Saved data entries
---------------

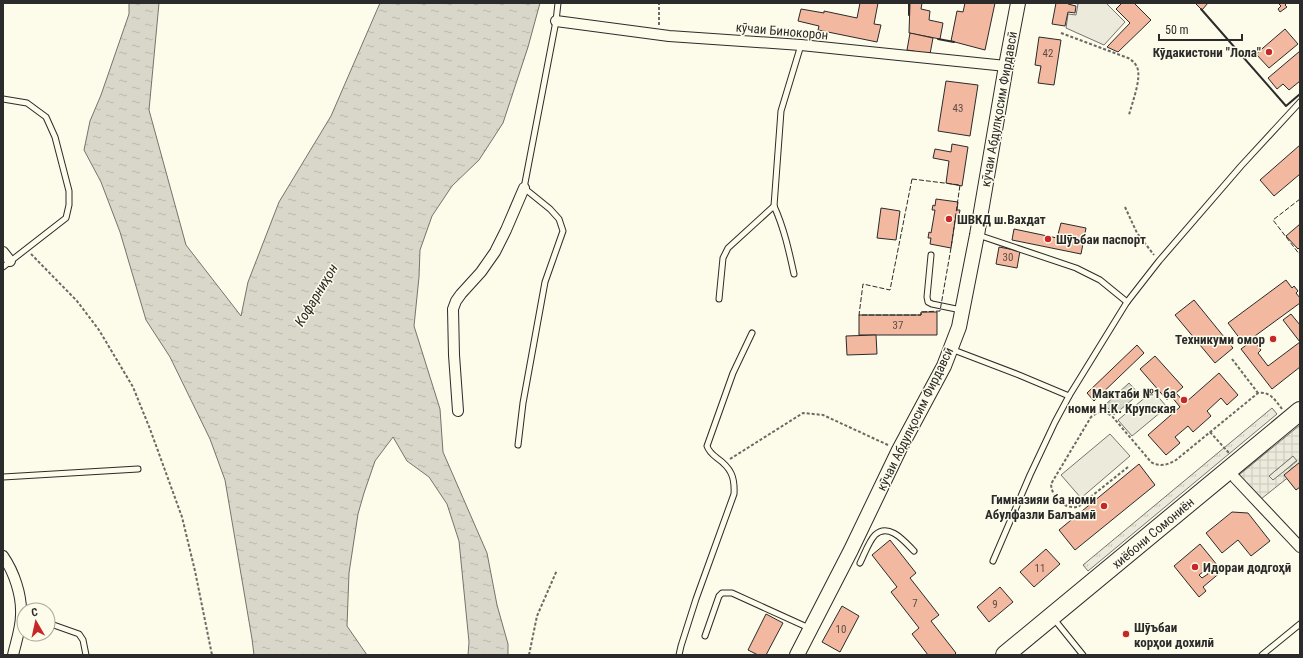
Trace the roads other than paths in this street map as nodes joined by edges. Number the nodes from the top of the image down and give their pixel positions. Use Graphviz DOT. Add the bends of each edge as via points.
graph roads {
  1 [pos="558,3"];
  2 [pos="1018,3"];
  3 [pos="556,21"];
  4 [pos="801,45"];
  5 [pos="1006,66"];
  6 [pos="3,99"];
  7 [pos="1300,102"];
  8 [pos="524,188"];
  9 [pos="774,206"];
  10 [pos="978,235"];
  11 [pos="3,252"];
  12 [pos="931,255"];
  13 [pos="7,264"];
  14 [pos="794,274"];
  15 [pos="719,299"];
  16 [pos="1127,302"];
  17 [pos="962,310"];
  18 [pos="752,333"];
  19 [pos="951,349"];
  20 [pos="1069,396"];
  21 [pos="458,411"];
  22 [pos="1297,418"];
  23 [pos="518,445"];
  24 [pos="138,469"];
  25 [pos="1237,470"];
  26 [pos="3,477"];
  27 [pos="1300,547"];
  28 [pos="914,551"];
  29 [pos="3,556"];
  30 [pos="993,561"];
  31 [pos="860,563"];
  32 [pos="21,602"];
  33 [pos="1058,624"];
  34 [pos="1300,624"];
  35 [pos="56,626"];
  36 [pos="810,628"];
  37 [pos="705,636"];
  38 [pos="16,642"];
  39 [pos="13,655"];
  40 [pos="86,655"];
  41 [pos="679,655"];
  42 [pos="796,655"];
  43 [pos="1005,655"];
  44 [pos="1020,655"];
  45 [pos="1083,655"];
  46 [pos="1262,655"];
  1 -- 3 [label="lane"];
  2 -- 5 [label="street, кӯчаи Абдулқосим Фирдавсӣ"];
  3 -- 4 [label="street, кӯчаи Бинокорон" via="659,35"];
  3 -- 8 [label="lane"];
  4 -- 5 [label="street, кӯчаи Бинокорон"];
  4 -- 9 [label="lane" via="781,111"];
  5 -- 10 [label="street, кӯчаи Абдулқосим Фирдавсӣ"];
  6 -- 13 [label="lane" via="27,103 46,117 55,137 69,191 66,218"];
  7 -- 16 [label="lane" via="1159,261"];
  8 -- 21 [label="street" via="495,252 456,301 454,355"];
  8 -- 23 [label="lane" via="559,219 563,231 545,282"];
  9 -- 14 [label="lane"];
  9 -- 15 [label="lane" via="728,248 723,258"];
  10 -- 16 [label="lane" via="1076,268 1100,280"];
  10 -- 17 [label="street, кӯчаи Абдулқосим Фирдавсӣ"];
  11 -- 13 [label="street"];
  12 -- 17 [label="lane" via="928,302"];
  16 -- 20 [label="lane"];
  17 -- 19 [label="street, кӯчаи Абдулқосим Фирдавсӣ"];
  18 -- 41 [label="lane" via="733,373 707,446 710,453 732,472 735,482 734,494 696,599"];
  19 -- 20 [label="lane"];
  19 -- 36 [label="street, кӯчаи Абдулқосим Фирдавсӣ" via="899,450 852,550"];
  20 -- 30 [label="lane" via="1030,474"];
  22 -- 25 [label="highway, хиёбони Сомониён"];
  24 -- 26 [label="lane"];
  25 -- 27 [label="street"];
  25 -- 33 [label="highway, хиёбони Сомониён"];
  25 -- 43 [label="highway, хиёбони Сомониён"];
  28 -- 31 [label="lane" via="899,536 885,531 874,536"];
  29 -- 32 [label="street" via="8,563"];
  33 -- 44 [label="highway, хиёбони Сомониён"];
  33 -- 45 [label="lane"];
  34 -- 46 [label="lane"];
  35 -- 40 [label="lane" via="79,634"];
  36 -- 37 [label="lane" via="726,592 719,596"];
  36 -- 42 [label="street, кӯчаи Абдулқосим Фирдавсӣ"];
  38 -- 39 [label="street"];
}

---------------

Output each line of the records exactly. Any picture is skipped.

◆ SOLUTION TO THIS TASK
Trace the roads other than paths in this street map as nodes joined by edges. Number the nodes from the top of the image down and give their pixel positions. Use Graphviz DOT. Add the bends of each edge as via points.
graph roads {
  1 [pos="558,3"];
  2 [pos="1018,3"];
  3 [pos="556,21"];
  4 [pos="801,45"];
  5 [pos="1006,66"];
  6 [pos="3,99"];
  7 [pos="1300,102"];
  8 [pos="524,188"];
  9 [pos="774,206"];
  10 [pos="978,235"];
  11 [pos="3,252"];
  12 [pos="931,255"];
  13 [pos="7,264"];
  14 [pos="794,274"];
  15 [pos="719,299"];
  16 [pos="1127,302"];
  17 [pos="962,310"];
  18 [pos="752,333"];
  19 [pos="951,349"];
  20 [pos="1069,396"];
  21 [pos="458,411"];
  22 [pos="1297,418"];
  23 [pos="518,445"];
  24 [pos="138,469"];
  25 [pos="1237,470"];
  26 [pos="3,477"];
  27 [pos="1300,547"];
  28 [pos="914,551"];
  29 [pos="3,556"];
  30 [pos="993,561"];
  31 [pos="860,563"];
  32 [pos="21,602"];
  33 [pos="1058,624"];
  34 [pos="1300,624"];
  35 [pos="56,626"];
  36 [pos="810,628"];
  37 [pos="705,636"];
  38 [pos="16,642"];
  39 [pos="13,655"];
  40 [pos="86,655"];
  41 [pos="679,655"];
  42 [pos="796,655"];
  43 [pos="1005,655"];
  44 [pos="1020,655"];
  45 [pos="1083,655"];
  46 [pos="1262,655"];
  1 -- 3 [label="lane"];
  2 -- 5 [label="street, кӯчаи Абдулқосим Фирдавсӣ"];
  3 -- 4 [label="street, кӯчаи Бинокорон" via="659,35"];
  3 -- 8 [label="lane"];
  4 -- 5 [label="street, кӯчаи Бинокорон"];
  4 -- 9 [label="lane" via="781,111"];
  5 -- 10 [label="street, кӯчаи Абдулқосим Фирдавсӣ"];
  6 -- 13 [label="lane" via="27,103 46,117 55,137 69,191 66,218"];
  7 -- 16 [label="lane" via="1159,261"];
  8 -- 21 [label="street" via="495,252 456,301 454,355"];
  8 -- 23 [label="lane" via="559,219 563,231 545,282"];
  9 -- 14 [label="lane"];
  9 -- 15 [label="lane" via="728,248 723,258"];
  10 -- 16 [label="lane" via="1076,268 1100,280"];
  10 -- 17 [label="street, кӯчаи Абдулқосим Фирдавсӣ"];
  11 -- 13 [label="street"];
  12 -- 17 [label="lane" via="928,302"];
  16 -- 20 [label="lane"];
  17 -- 19 [label="street, кӯчаи Абдулқосим Фирдавсӣ"];
  18 -- 41 [label="lane" via="733,373 707,446 710,453 732,472 735,482 734,494 696,599"];
  19 -- 20 [label="lane"];
  19 -- 36 [label="street, кӯчаи Абдулқосим Фирдавсӣ" via="899,450 852,550"];
  20 -- 30 [label="lane" via="1030,474"];
  22 -- 25 [label="highway, хиёбони Сомониён"];
  24 -- 26 [label="lane"];
  25 -- 27 [label="street"];
  25 -- 33 [label="highway, хиёбони Сомониён"];
  25 -- 43 [label="highway, хиёбони Сомониён"];
  28 -- 31 [label="lane" via="899,536 885,531 874,536"];
  29 -- 32 [label="street" via="8,563"];
  33 -- 44 [label="highway, хиёбони Сомониён"];
  33 -- 45 [label="lane"];
  34 -- 46 [label="lane"];
  35 -- 40 [label="lane" via="79,634"];
  36 -- 37 [label="lane" via="726,592 719,596"];
  36 -- 42 [label="street, кӯчаи Абдулқосим Фирдавсӣ"];
  38 -- 39 [label="street"];
}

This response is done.